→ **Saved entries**

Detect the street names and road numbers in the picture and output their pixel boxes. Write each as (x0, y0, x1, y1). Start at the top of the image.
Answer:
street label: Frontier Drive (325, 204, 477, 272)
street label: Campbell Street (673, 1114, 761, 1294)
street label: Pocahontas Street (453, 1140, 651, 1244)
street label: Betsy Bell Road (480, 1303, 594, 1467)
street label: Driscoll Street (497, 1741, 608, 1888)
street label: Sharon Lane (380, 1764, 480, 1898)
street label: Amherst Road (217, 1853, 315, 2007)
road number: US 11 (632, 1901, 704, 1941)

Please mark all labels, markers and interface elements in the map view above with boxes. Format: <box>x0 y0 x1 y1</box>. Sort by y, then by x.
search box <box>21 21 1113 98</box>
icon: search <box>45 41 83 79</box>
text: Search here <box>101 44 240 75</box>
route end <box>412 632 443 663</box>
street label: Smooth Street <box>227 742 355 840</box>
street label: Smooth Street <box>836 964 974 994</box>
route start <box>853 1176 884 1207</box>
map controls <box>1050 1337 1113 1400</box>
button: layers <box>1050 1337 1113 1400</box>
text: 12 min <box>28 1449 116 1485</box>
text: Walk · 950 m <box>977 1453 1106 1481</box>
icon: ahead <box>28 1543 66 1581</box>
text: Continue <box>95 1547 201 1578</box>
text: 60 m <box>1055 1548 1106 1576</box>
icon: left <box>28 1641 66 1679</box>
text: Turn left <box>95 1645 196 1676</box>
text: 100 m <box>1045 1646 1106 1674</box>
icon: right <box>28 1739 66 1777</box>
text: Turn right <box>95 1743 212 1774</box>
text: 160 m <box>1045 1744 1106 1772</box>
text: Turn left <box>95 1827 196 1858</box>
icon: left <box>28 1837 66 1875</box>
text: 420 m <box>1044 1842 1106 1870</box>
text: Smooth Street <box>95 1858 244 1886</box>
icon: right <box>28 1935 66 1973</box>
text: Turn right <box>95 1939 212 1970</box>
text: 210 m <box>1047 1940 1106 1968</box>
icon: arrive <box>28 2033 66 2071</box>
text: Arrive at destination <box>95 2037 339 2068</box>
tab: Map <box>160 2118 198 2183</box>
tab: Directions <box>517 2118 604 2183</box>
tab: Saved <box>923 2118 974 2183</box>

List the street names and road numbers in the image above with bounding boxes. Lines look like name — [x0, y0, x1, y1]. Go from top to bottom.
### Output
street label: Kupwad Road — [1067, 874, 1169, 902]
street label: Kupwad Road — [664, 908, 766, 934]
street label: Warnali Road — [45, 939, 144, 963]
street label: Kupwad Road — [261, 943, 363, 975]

→ **THE TASK**
Every line from the data above that contains "image" must appear in the answer.

→ **REPLY TO THE EXERCISE**
Detect the street names and road numbers in the picture and output their pixel boxes. Write each as (x0, y0, x1, y1). Start at the top of the image.
List the street names and road numbers in the image above with bounding boxes. Lines look like name — [x0, y0, x1, y1]. Go from top to bottom.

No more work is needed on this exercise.